Ванюшка заболел сразу же по приезде, и на кухне Лев застал хозяйку. Это была молодая и миловидная женщина. Соломенная вдова. Она улыбнулась ему.

— Вам, может быть, не очень удобно у нас? — сказала она. — Мы живем просто.

— Здесь приятней, чем в городе, где каждую минуту надо делать фрунт перед офицерами, — ответил он.

— Не успели приехать — и сразу заниматься. Вы бы гуляли больше. Здесь много нарядных дам.

— Я приехал лечиться, — ответил он. И повернулся, прошел в комнату.

Хозяйка ходила по двору, поливала цветы, видны были крепкие икры ее ног, открытая шея. Распрямившись, она откидывала голову назад, отбрасывала волосы, упавшие на румяное лицо. Улыбаясь, заглядывала в окно. Куда ни повернись, соблазн тут как тут. На каждом шагу. Пересиливая себя, этот лихорадящий образ женщины, эту горячность в крови, Лев Николаевич сел править вконец опротивевшее ему «Детство». Неужели кто-нибудь станет читать эту вещь? — думал он. Он был решительно недоволен собой и внушал себе, что ему жаль своего будущего читателя, что почти невозможно, чтобы «Детство» кто-то стал читать: ужасная вещь. И он начал переделывать весь роман — в четвертый раз. Ничего, — утешал он себя. Вещь сносная. Печатаются повести и слабей этой. Если бы знать наверное, есть ли у тебя талант?

Единственное, что его в какой-то мере удовлетворяло, — увы, знакомый с детства беспощадный самоанализ. Как и анализ состояния души других людей. Дар наблюдательности у него был просто сверхъестественный, и он слишком часто замечал, что люди стыдятся истинных своих чувств и стараются перед другими показать такие чувства, которых вовсе не испытывают. И он не щадил перед читателем ни рассказчика, ни близких ему людей. Только Володя, да Наталья Савишна, да еще некоторые из простых людей всегда оставались самими собой. А рассказчик? А отец?.. «Я был в сильном горе в эту минуту, но невольно замечал все мелочи… Я презирал себя за то, что не испытываю исключительно одного чувства горести и старался скрыть все другие; от этого печаль моя была неискренна и неестественна».

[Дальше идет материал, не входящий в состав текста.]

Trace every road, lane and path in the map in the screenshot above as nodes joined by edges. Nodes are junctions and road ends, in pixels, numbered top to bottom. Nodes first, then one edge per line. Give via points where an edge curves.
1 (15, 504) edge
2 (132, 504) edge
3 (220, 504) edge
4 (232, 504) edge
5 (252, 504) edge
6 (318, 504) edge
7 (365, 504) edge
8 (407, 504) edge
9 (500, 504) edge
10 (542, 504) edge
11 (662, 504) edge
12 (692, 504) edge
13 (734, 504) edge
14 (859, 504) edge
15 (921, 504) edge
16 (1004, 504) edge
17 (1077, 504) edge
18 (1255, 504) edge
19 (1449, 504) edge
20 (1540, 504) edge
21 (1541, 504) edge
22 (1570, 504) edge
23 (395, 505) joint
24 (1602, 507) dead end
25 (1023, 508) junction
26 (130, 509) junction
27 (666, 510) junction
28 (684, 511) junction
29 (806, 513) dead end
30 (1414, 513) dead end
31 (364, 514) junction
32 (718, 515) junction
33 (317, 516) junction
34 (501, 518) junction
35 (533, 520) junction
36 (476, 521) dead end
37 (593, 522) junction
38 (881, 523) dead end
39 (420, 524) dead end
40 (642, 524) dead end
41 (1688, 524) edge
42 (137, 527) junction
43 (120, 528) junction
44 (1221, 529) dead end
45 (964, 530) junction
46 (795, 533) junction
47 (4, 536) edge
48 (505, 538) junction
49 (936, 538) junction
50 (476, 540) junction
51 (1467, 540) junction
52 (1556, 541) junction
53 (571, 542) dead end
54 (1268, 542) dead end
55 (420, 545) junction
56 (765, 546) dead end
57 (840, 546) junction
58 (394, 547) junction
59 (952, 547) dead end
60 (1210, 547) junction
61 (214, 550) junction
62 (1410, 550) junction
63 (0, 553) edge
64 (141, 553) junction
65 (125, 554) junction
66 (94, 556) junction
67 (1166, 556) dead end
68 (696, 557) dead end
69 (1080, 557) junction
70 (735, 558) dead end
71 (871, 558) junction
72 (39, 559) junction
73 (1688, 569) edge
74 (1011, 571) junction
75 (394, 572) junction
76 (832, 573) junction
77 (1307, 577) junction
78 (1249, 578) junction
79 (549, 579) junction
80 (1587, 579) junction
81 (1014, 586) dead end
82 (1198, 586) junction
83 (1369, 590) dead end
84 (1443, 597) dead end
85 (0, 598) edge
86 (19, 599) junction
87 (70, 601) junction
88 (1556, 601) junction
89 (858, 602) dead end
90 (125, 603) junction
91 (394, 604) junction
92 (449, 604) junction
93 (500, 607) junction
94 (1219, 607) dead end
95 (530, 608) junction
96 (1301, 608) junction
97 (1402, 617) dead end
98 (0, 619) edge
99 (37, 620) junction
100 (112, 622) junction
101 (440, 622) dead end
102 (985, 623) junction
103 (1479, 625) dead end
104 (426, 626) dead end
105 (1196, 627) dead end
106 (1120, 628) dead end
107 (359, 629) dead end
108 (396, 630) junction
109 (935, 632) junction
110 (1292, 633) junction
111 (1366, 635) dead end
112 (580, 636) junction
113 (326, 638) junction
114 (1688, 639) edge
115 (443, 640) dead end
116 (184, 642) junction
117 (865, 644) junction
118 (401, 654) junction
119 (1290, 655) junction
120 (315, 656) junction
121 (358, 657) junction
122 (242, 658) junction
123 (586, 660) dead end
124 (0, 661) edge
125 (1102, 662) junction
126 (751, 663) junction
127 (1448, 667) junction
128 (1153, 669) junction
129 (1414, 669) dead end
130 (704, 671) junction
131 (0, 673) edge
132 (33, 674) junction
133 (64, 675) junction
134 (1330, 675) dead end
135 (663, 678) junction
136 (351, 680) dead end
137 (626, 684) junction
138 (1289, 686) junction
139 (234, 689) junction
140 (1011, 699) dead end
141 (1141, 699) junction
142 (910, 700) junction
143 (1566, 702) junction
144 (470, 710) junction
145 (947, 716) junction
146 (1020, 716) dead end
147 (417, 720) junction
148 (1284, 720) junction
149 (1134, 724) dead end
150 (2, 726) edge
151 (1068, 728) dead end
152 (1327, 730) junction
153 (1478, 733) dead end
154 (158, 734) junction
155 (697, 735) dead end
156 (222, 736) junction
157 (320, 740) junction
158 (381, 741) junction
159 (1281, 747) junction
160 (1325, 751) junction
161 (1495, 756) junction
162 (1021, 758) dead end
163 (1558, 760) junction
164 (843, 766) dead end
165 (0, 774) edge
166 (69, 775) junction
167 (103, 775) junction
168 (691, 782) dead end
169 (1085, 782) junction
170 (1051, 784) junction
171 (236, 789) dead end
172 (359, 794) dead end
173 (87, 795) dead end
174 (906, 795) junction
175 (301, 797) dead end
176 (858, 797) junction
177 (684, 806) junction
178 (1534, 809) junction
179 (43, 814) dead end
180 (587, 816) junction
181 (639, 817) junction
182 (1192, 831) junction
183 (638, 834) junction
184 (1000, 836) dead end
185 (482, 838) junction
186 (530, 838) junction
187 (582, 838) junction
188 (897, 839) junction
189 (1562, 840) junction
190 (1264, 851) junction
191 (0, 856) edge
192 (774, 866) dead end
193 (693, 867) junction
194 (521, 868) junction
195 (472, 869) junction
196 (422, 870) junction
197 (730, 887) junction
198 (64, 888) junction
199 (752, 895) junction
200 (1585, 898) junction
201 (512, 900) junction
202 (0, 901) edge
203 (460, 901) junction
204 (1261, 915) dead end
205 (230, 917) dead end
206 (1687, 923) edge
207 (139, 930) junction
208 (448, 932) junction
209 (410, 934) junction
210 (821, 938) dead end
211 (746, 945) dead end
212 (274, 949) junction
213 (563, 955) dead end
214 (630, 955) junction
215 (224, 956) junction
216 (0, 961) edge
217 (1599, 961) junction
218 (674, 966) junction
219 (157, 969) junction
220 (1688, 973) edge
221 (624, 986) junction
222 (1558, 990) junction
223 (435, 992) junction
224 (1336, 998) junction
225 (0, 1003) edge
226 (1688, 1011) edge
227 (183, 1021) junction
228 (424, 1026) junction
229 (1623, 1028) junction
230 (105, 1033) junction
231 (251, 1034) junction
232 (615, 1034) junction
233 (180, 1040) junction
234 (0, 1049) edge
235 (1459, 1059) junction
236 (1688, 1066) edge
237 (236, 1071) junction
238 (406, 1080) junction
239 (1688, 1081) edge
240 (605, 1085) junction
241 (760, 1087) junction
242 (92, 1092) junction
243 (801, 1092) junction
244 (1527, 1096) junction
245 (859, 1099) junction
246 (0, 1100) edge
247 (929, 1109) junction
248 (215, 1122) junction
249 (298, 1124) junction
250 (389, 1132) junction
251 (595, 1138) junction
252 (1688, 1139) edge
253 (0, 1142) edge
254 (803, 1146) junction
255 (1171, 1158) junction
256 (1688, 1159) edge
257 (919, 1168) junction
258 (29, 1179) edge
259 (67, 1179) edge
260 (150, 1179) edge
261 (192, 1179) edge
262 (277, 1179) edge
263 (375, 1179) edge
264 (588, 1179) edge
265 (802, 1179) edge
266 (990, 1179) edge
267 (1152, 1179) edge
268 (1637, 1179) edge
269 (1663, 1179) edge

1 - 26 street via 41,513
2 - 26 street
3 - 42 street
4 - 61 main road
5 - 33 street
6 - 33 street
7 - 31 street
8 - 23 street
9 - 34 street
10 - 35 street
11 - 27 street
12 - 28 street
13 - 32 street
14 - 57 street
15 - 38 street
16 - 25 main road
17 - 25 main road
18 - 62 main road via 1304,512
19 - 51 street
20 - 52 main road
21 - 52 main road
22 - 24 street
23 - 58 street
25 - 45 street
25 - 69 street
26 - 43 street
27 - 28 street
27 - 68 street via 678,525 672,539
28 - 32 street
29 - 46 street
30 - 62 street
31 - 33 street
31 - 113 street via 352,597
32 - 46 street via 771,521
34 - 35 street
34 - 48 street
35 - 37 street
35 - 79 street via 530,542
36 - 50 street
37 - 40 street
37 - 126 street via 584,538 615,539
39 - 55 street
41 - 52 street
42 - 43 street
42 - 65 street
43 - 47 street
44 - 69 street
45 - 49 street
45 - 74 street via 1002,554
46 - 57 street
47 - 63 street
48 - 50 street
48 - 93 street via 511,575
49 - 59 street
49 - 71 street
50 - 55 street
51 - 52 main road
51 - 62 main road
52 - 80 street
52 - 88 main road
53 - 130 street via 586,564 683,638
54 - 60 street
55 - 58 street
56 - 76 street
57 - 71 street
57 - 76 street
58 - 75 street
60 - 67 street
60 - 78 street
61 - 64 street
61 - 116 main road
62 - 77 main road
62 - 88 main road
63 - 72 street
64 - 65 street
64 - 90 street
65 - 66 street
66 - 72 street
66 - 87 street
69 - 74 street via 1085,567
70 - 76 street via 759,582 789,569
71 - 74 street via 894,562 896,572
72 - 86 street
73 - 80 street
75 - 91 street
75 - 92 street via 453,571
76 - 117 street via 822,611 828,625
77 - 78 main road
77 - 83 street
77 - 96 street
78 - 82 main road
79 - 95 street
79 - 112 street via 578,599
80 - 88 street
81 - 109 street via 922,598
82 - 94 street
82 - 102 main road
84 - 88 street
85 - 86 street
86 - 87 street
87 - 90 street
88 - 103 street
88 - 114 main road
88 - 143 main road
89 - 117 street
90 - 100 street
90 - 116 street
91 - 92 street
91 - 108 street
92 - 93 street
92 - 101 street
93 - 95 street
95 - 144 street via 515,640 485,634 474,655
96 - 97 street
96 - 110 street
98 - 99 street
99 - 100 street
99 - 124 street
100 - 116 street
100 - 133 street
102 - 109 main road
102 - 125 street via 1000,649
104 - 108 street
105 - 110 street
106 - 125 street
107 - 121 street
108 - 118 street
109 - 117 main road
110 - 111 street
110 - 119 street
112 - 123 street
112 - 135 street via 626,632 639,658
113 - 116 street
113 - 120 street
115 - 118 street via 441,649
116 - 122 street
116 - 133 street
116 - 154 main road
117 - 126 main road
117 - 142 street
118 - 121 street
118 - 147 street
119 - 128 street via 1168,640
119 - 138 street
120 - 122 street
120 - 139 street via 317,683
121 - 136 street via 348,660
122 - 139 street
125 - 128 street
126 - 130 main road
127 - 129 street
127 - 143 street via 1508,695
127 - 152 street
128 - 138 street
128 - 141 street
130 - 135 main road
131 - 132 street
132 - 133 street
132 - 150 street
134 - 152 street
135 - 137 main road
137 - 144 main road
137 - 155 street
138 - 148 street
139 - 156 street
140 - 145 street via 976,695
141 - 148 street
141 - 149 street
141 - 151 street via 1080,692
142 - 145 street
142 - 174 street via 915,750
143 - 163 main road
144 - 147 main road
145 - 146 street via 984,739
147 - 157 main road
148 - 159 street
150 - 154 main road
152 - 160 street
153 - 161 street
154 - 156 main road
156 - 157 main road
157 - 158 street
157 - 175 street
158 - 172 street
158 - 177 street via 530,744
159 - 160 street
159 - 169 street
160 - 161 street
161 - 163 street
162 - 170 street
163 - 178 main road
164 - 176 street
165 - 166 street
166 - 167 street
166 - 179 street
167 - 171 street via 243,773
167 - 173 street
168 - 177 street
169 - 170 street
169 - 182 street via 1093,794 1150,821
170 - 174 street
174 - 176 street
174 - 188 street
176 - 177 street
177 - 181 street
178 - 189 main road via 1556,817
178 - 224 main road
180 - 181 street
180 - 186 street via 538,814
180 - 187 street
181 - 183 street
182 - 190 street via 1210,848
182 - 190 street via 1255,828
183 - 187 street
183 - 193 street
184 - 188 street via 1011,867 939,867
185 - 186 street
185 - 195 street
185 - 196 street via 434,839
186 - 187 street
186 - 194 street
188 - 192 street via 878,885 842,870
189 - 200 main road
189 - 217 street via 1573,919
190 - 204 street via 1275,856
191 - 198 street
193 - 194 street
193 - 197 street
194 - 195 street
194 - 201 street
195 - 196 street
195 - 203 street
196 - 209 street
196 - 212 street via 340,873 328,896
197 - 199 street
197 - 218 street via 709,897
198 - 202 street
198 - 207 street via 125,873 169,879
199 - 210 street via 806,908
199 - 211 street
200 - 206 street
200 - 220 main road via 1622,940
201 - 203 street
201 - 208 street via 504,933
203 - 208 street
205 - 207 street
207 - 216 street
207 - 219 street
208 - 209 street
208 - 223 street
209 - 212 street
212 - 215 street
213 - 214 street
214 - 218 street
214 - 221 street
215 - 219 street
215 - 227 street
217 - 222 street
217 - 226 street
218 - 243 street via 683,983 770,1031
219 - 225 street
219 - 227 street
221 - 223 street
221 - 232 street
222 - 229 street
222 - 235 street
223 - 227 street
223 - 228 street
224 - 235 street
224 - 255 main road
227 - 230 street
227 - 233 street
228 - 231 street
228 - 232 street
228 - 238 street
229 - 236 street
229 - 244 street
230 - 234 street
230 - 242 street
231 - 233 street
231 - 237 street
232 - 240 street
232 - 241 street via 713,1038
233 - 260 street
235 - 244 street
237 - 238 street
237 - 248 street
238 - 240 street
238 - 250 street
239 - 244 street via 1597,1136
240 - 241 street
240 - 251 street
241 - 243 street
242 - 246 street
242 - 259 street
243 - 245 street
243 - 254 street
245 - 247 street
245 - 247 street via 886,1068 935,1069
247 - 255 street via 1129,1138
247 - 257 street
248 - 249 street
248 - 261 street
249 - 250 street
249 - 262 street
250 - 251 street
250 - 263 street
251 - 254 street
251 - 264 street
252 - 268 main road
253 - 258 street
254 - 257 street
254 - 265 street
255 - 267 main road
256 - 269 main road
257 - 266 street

Толстой не опасался, что он разрушит то чувство симпатии, которое рассказчик, Николенька Иртеньев, еще до этих описаний должен был внушить к себе со стороны читателя. Он рассчитывал на понимание. Он знал, что Николенька — не нравственный урод и что он просто признается себе и другим в том, в чем другие не хотят признаться даже самим себе. Разве Николенька виноват, что он правдив, наблюдателен и не терпит фальши? И Иртеньев неизменно правдив не только по отношению к себе. Ах, как хорошо было откровенно размышлять о душе человеческой. «Некоторые говорят, что в сильном горе человек не думает ни о чем больше, как о своем горе. Неправда, я был в сильном горе в эту минуту, но я замечал мелочи: например я заметил эту полуулыбку de la belle Flamande, которая значила: «хотя и грустное теперь время, но все я вам рада». Я заметил, как отец в одно и то же время, как он посмотрел на лицо maman, кинул взгляд и на ее прекрасные, обнаженные почти до локтя, руки. Я уверен, что отец, который был убит горем в эту минуту, полюбовался этими руками, но подумал: «Как можно в такую минуту думать о таких вещах». И еще об отце: «Но, не знаю почему, мне не нравилось в нем именно то, что он мог казаться таким эффектным в эту минуту».

О деланности чувств Мими и говорить не приходилось. Лев Николаевич слишком хорошо видел в людях эту деланность. Иная статья его родной брат Сережа — Володя Иртеньев. «Откровенная натура Володи была откровенна и в горести: он то стоял задумавшись, уставив неподвижные взоры на какой-нибудь предмет, то рот его вдруг начинал кривиться, и он поспешно крестился и кланялся». В истинном горе и Наталья Савишна. А остальные? Зачем все эти ненужные условности и фальшь? «Все посторонние, бывшие на похоронах, были мне несносны. Утешительные фразы, которые они говорили отцу — что ей там будет лучше, что она была не для этого мира, — возбуждали во мне какую-то досаду».